Um Costa Silva social, já
Depois do documento de António Costa Silva temos uma visão do rumo estratégico da economia portuguesa. Mas falta-nos ainda essa visão para o modelo social da próxima década.
As grandes crises são momentos privilegiados para inflexões históricas. Ainda a II Guerra Mundial tinha muita batalha para travar, já Lord Beveridge redigia o Relatório de reformulação radical da política social que deu, entre outras grandes mudanças, origem ao serviço nacional de saúde britânico. Um pouco por toda a Europa democrática a década do pós-guerra foi a do redesenho dos sistemas de proteção social, aumentando os riscos cobertos, universalizando serviços, estendendo a responsabilidade do Estado na habitação, na educação, na saúde e na proteção dos rendimentos.
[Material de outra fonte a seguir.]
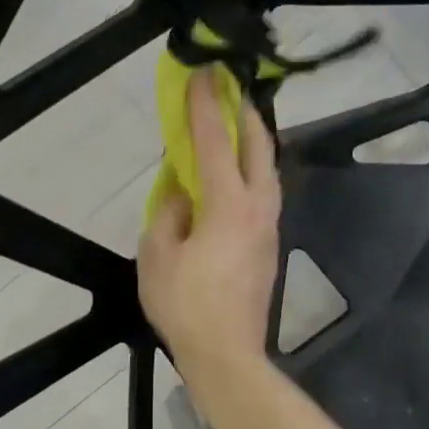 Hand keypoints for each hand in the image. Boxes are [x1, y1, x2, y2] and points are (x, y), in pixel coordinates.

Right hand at [139, 70, 281, 381]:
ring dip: (254, 143)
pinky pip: (265, 195)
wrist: (227, 354)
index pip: (214, 142)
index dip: (205, 106)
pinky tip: (237, 178)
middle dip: (245, 114)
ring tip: (236, 129)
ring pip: (269, 171)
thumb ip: (168, 214)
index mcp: (228, 204)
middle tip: (230, 91)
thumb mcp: (157, 256)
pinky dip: (253, 172)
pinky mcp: (270, 247)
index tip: (202, 74)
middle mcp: (258, 208)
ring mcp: (270, 228)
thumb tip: (182, 196)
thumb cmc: (186, 305)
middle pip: (259, 147) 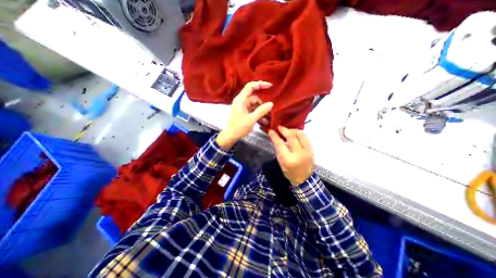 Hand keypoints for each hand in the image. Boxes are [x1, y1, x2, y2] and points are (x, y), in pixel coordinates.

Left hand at [216, 80, 272, 148]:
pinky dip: (258, 114)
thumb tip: (271, 103)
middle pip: (254, 97)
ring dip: (261, 110)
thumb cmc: (239, 127)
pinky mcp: (244, 112)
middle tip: (270, 110)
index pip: (250, 86)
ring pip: (255, 104)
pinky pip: (253, 110)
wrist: (231, 136)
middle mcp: (241, 101)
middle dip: (262, 103)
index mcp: (241, 100)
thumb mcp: (251, 120)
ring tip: (267, 118)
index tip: (270, 86)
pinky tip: (264, 121)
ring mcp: (243, 106)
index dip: (260, 84)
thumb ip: (261, 111)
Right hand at [267, 127, 313, 185]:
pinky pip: (305, 137)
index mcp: (288, 159)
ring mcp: (307, 151)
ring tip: (287, 130)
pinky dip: (299, 133)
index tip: (271, 130)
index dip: (275, 136)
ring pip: (300, 134)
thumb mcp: (280, 162)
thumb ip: (278, 149)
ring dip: (293, 130)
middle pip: (291, 137)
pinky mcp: (311, 149)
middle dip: (284, 130)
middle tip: (279, 127)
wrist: (304, 178)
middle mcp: (298, 154)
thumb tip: (276, 137)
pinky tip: (294, 133)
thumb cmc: (289, 171)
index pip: (280, 144) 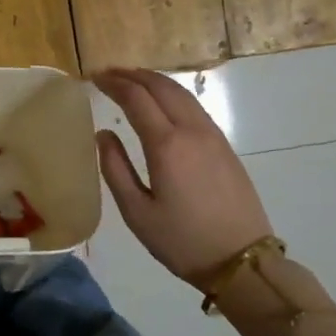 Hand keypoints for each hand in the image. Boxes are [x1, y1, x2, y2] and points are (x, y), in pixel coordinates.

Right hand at [95, 69, 274, 284]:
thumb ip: (115, 169)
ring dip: (154, 81)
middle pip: (161, 86)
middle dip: (133, 75)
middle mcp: (191, 130)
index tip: (94, 78)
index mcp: (167, 145)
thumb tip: (104, 133)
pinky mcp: (224, 145)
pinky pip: (194, 107)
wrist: (242, 260)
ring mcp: (213, 135)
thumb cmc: (183, 241)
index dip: (113, 83)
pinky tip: (162, 103)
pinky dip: (172, 94)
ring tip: (132, 81)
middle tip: (108, 74)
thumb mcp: (137, 213)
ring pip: (181, 93)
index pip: (136, 98) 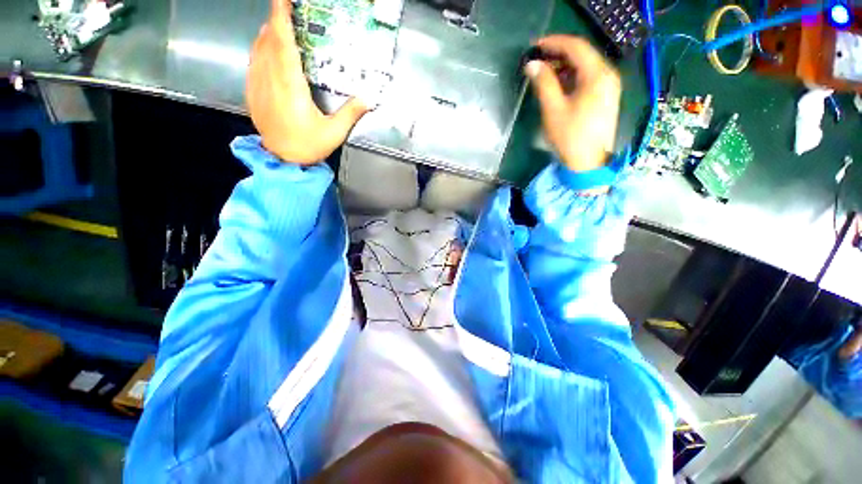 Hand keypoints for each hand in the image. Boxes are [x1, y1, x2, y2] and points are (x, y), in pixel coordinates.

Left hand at [247, 0, 369, 163]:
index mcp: (290, 87)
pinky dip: (260, 49)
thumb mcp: (334, 132)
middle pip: (269, 41)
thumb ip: (351, 113)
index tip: (283, 1)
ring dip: (268, 33)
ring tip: (280, 26)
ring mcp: (257, 85)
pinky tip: (268, 48)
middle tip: (288, 12)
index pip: (283, 44)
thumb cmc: (308, 146)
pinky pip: (253, 62)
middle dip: (277, 22)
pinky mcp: (252, 92)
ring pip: (258, 49)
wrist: (282, 160)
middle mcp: (270, 80)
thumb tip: (369, 98)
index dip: (282, 19)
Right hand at [525, 36, 621, 172]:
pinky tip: (557, 84)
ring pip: (585, 67)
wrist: (588, 163)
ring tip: (543, 72)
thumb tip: (532, 65)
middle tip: (537, 60)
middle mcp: (607, 75)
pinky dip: (571, 77)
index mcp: (597, 75)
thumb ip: (544, 84)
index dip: (554, 42)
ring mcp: (608, 86)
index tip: (535, 45)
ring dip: (564, 66)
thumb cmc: (570, 137)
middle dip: (558, 54)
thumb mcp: (553, 110)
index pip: (576, 47)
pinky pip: (587, 79)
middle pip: (582, 55)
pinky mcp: (605, 97) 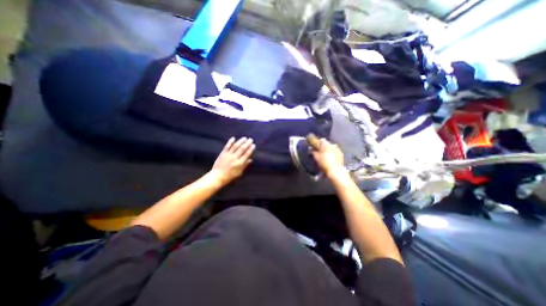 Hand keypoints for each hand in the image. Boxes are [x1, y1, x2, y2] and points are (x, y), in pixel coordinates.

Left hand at [209, 138, 256, 184]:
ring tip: (245, 138)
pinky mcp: (223, 153)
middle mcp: (235, 158)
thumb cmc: (230, 176)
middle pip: (242, 149)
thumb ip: (245, 165)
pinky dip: (230, 142)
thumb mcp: (239, 172)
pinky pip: (227, 146)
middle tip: (251, 139)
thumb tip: (250, 159)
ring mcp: (228, 155)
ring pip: (235, 146)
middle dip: (247, 143)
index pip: (246, 154)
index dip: (250, 149)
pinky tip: (233, 138)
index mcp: (239, 163)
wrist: (218, 176)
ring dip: (240, 141)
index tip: (253, 145)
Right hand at [311, 137, 344, 177]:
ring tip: (324, 157)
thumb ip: (313, 151)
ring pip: (331, 148)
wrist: (336, 170)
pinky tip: (330, 160)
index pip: (321, 140)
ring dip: (328, 151)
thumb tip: (310, 148)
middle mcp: (333, 144)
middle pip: (326, 144)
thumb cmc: (324, 162)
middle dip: (323, 147)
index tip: (314, 147)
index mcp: (326, 144)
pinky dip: (332, 154)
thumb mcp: (316, 157)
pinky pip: (335, 152)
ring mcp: (338, 149)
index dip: (317, 143)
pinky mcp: (341, 155)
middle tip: (319, 152) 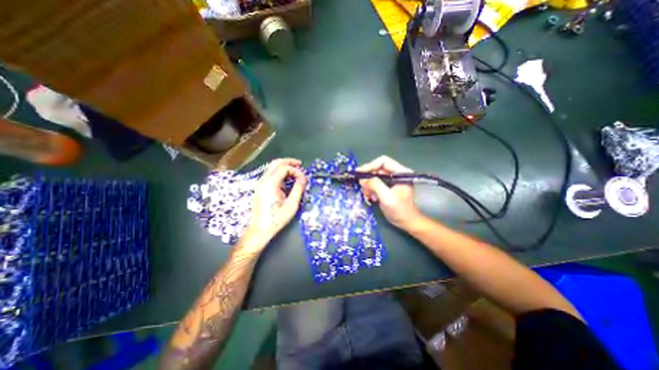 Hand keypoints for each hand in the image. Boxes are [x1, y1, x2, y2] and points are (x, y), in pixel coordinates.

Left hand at [242, 158, 307, 249]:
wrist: (260, 229)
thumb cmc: (277, 219)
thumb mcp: (292, 205)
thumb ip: (298, 189)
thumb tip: (304, 178)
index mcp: (270, 184)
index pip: (284, 168)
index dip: (296, 171)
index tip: (304, 179)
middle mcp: (263, 180)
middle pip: (276, 163)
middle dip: (289, 162)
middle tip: (300, 165)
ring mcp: (260, 183)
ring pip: (272, 167)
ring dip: (285, 166)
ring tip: (296, 172)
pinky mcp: (260, 187)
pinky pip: (271, 174)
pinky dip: (280, 172)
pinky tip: (288, 179)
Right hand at [358, 154, 424, 228]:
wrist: (407, 222)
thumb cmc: (400, 210)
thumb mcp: (387, 198)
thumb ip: (375, 186)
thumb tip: (362, 179)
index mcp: (401, 172)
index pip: (383, 162)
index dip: (370, 166)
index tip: (359, 173)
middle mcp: (396, 174)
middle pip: (377, 169)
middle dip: (368, 178)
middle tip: (362, 187)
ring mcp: (392, 180)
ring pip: (374, 177)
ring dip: (369, 186)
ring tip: (369, 195)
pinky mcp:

A crise que enfrentamos não é comparável no grau de destruição a uma guerra, mas é um abalo profundo nas estruturas sociais sobre as quais construímos os nossos modelos económico e social. Portugal vai perder este ano 10% da riqueza que produz e um potencial de produção adicional que vai causar problemas durante vários anos.
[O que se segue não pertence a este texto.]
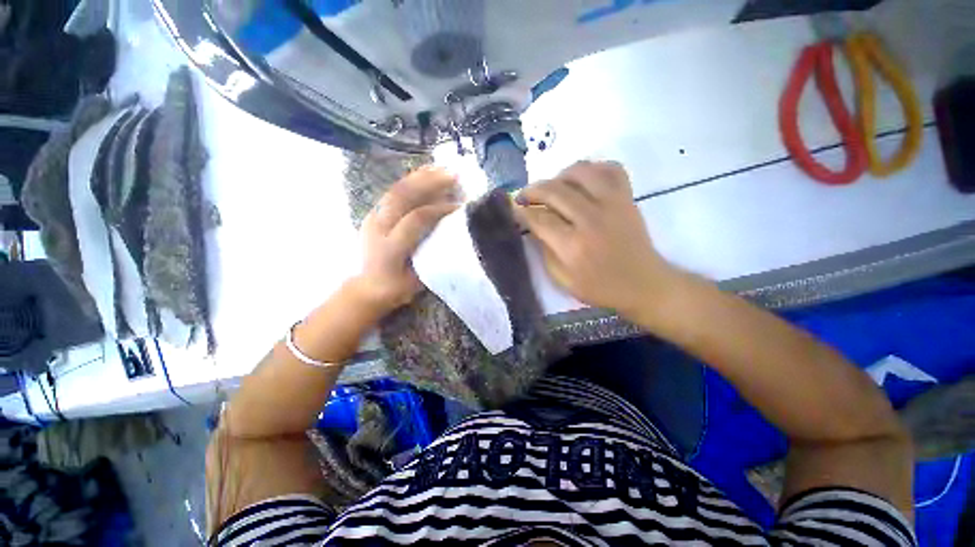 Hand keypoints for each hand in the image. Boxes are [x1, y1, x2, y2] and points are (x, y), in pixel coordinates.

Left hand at [352, 167, 459, 315]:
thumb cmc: (397, 287)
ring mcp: (373, 218)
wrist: (368, 287)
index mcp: (391, 248)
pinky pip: (393, 192)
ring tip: (441, 168)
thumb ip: (433, 255)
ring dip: (420, 177)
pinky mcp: (374, 214)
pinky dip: (410, 181)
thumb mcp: (419, 278)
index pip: (416, 220)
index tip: (458, 205)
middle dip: (429, 183)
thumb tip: (452, 233)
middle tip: (452, 175)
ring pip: (396, 190)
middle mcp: (378, 228)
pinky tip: (424, 174)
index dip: (438, 209)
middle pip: (402, 197)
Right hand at [515, 161, 676, 314]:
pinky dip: (592, 169)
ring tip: (552, 188)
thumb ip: (544, 251)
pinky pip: (609, 168)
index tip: (513, 209)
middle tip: (524, 197)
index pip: (539, 219)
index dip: (521, 212)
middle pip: (554, 190)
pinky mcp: (627, 197)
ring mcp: (612, 204)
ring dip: (558, 176)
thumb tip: (533, 226)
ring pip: (579, 171)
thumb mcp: (563, 280)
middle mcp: (591, 219)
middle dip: (532, 190)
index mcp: (573, 246)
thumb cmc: (600, 287)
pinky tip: (582, 181)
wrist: (643, 284) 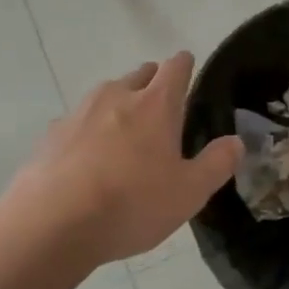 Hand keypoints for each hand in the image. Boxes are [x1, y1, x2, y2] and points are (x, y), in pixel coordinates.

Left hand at [3, 52, 243, 268]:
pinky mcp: (52, 134)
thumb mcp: (189, 193)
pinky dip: (89, 131)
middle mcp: (117, 96)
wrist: (51, 223)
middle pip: (140, 74)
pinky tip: (89, 160)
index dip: (185, 66)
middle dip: (153, 82)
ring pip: (107, 94)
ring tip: (126, 135)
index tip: (189, 70)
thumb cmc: (131, 204)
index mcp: (156, 104)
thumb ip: (217, 164)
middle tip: (162, 109)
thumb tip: (236, 141)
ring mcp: (79, 112)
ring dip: (120, 104)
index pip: (176, 67)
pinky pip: (78, 121) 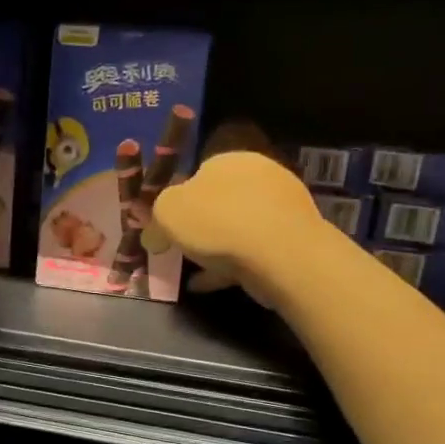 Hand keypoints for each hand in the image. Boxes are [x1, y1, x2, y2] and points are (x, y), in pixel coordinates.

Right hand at [151, 144, 324, 305]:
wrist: (280, 254)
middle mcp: (258, 175)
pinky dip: (228, 267)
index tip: (166, 225)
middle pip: (219, 200)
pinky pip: (250, 252)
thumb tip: (153, 233)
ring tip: (191, 271)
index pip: (199, 171)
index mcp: (229, 158)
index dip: (178, 198)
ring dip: (214, 248)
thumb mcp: (168, 212)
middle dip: (199, 223)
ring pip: (236, 227)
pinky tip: (207, 285)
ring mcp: (279, 208)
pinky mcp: (290, 240)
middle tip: (178, 248)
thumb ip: (156, 217)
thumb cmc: (218, 222)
Se a visão estratégica adotada nos permite ter a esperança que a recuperação económica no prazo de uma década será sustentada, ambientalmente sustentável e assente em infraestruturas modernas e inovação tecnológica, continuamos sem saber o que faremos para produzir uma sociedade com menor desigualdade social, menor vulnerabilidade à pobreza e maior capacidade de resposta a novos riscos sociais e problemas emergentes.
No imediato, as medidas de emergência devidamente ponderadas e avaliadas continuarão provavelmente a ser necessárias. Anuncia-se a propósito do próximo Orçamento de Estado uma inovação com a criação de uma nova prestação social para desempregados indexada à linha de pobreza, que é um primeiro sinal de um novo compromisso para a contenção da pobreza e diminuição da sua severidade. Mas vai ser preciso repensar radicalmente as funções sociais do Estado.
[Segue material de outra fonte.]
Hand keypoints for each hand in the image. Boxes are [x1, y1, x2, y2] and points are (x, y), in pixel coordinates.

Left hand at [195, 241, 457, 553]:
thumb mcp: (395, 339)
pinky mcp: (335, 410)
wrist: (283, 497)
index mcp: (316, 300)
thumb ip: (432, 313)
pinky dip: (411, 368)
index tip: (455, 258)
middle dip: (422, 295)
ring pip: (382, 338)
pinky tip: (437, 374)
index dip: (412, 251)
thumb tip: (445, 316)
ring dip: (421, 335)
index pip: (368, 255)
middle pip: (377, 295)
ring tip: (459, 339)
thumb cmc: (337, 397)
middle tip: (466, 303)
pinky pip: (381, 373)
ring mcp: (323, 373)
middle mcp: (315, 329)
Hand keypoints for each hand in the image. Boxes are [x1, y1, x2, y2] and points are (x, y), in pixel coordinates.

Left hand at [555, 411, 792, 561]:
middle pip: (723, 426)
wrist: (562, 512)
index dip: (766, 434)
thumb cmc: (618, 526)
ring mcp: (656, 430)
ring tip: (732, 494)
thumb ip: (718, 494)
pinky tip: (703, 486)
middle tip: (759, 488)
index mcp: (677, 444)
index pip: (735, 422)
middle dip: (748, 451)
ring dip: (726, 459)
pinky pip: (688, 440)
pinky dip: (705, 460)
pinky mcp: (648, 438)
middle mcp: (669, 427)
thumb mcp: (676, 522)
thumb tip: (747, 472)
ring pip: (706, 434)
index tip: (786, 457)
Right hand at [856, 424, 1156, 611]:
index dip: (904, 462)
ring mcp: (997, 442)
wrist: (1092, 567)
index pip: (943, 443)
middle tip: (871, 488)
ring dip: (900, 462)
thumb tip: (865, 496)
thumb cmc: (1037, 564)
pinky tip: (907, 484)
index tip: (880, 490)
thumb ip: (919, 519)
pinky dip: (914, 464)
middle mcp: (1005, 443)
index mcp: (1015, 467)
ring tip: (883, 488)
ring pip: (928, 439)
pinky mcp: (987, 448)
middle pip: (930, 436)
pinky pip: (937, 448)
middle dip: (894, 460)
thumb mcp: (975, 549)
A área mais esquecida de todas, neste domínio, a da habitação, tem que ser totalmente redesenhada, rompendo com a ideia de que é possível combinar uma aspiração a habitação própria universal com preços acessíveis às classes médias e sobretudo aos trabalhadores de mais baixos rendimentos.
Muito provavelmente vamos ter que conviver com índices elevados de desemprego, primeiro por força da crise económica, depois por força da aceleração da transição digital e da mudança para um modelo mais intensivo em conhecimento. As políticas de combate ao desemprego têm que ser, como se percebe que está a ser preparado, muito mais eficazes na contenção do nosso escandaloso risco de pobreza dos desempregados. Mas não podem limitar-se a esse objetivo, porque o sofrimento social da privação de emprego se estende muito além da perda de rendimentos, cria uma situação de perda de estatuto social e de sentido para a vida.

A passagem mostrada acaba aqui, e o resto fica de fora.